Die Bundesnetzagentur plant im Zuge der Neuvergabe der Ende 2016
auslaufenden GSM-Frequenz-Zuteilungen ohnehin eine Flexibilisierung der Frequenzrechte (teltarif.de
berichtete). Damit könnten breitbandige Anwendungen dann auch generell über das Spektrum bei
900 MHz und 1800 MHz laufen.
LTE-Start-Termin bei E-Plus bleibt weiter unbekannt
Wann E-Plus LTE generell und im Speziellen auf dem 1800-MHz-Band einsetzen will, wollte das
Unternehmen gegenüber teltarif.de nicht kommentieren. E-Plus testet LTE
bereits seit längerem in diversen Orten/Regionen, auf verschiedenen Frequenzen - konkret auf den
Frequenzbändern bei 1,8 GHz, 2,1 GHz und 2,6 GHz - sowie über verschiedene Techniken
(FDD-LTE, TD-LTE - teltarif.de berichtete) und betreibt in Chemnitz ein eigenes LTE-Testnetz.
E-Plus: 100 MBit/s per LTE "weit entfernt von den Anforderungen im Massenmarkt"
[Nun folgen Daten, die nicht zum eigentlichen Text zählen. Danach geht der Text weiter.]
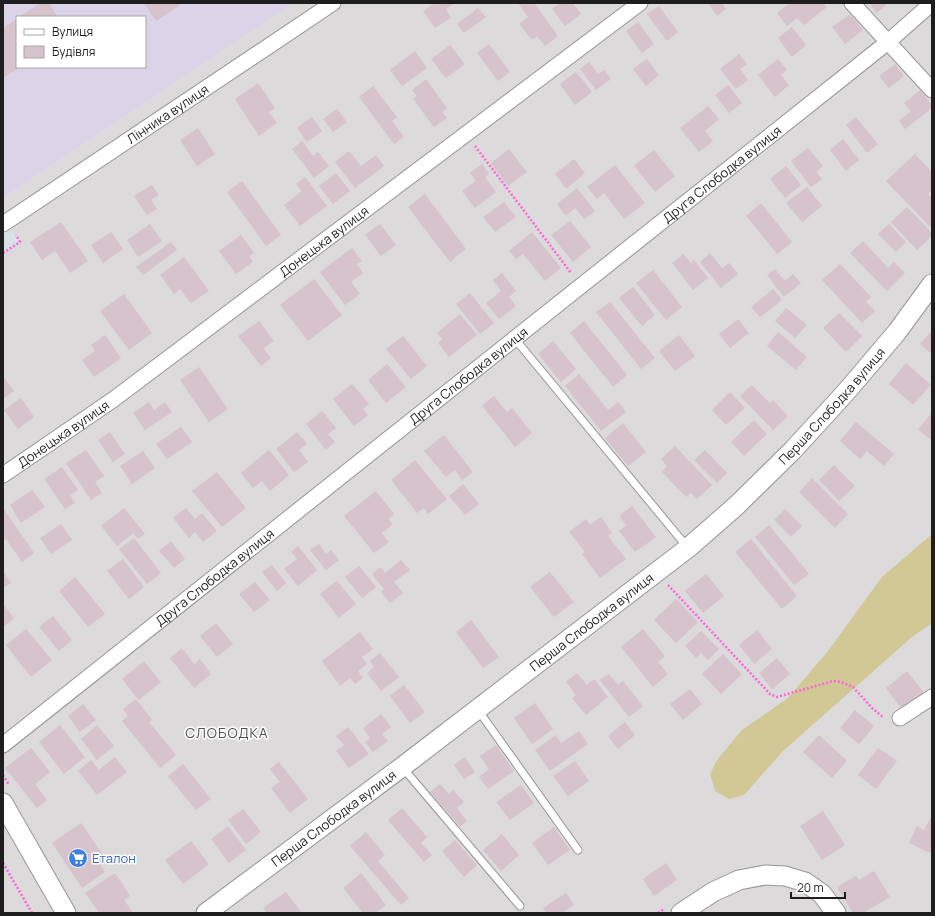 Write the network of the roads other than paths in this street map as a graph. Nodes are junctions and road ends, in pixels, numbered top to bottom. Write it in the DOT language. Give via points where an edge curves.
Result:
graph roads {
  1 [pos="640,3"];
  2 [pos="852,3"];
  3 [pos="932,3"];
  4 [pos="326,5"];
  5 [pos="888,42"];
  6 [pos="932,90"];
  7 [pos="3,224"];
  8 [pos="932,284"];
  9 [pos="515,339"];
  10 [pos="3,475"];
  11 [pos="688,548"];
  12 [pos="932,697"];
  13 [pos="478,710"];
  14 [pos="900,718"];
  15 [pos="3,745"];
  16 [pos="402,767"];
  17 [pos="3,803"];
  18 [pos="578,850"];
  19 [pos="520,906"];
  20 [pos="66,913"];
  21 [pos="206,913"];
  22 [pos="681,913"];
  23 [pos="836,913"];
  1 -- 10 [label="street, Донецька вулиця" via="114,399"];
  2 -- 5 [label="street"];
  3 -- 5 [label="street, Друга Слободка вулиця"];
  4 -- 7 [label="street, Лінника вулиця"];
  5 -- 6 [label="street"];
  5 -- 9 [label="street, Друга Слободка вулиця"];
  8 -- 11 [label="street, Перша Слободка вулиця" via="897,332 793,450 736,506"];
  9 -- 11 [label="lane"];
  9 -- 15 [label="street, Друга Слободка вулиця"];
  11 -- 13 [label="street, Перша Слободка вулиця"];
  12 -- 14 [label="street"];
  13 -- 16 [label="street, Перша Слободка вулиця"];
  13 -- 18 [label="lane"];
  16 -- 19 [label="lane"];
  16 -- 21 [label="street, Перша Слободка вулиця"];
  17 -- 20 [label="street"];
  22 -- 23 [label="street" via="713,892 739,880 765,875 785,876 805,882 822,894"];
}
Erklärtes Ziel von E-Plus ist allerdings, das beste Datennetz aus
Kundensicht bis Ende 2012 zu bieten, das zwar keine Spitzenbandbreiten, sondern eine
"flächendeckend stabil verfügbare Datengeschwindigkeit von 1-2 MBit/s" liefern soll, damit
"alle regelmäßig genutzten Smartphone-Anwendungen in vollem Umfang und in hoher Qualität" in Anspruch genommen
werden können, wie der Mobilfunker heute noch einmal bekräftigte. Zwar ermögliche LTE
Downstream-Geschwindigkeiten von bis zu 100 MBit/s, allerdings seien solche Geschwindigkeiten
"bislang weit entfernt von den Nutzungsanforderungen im Massenmarkt".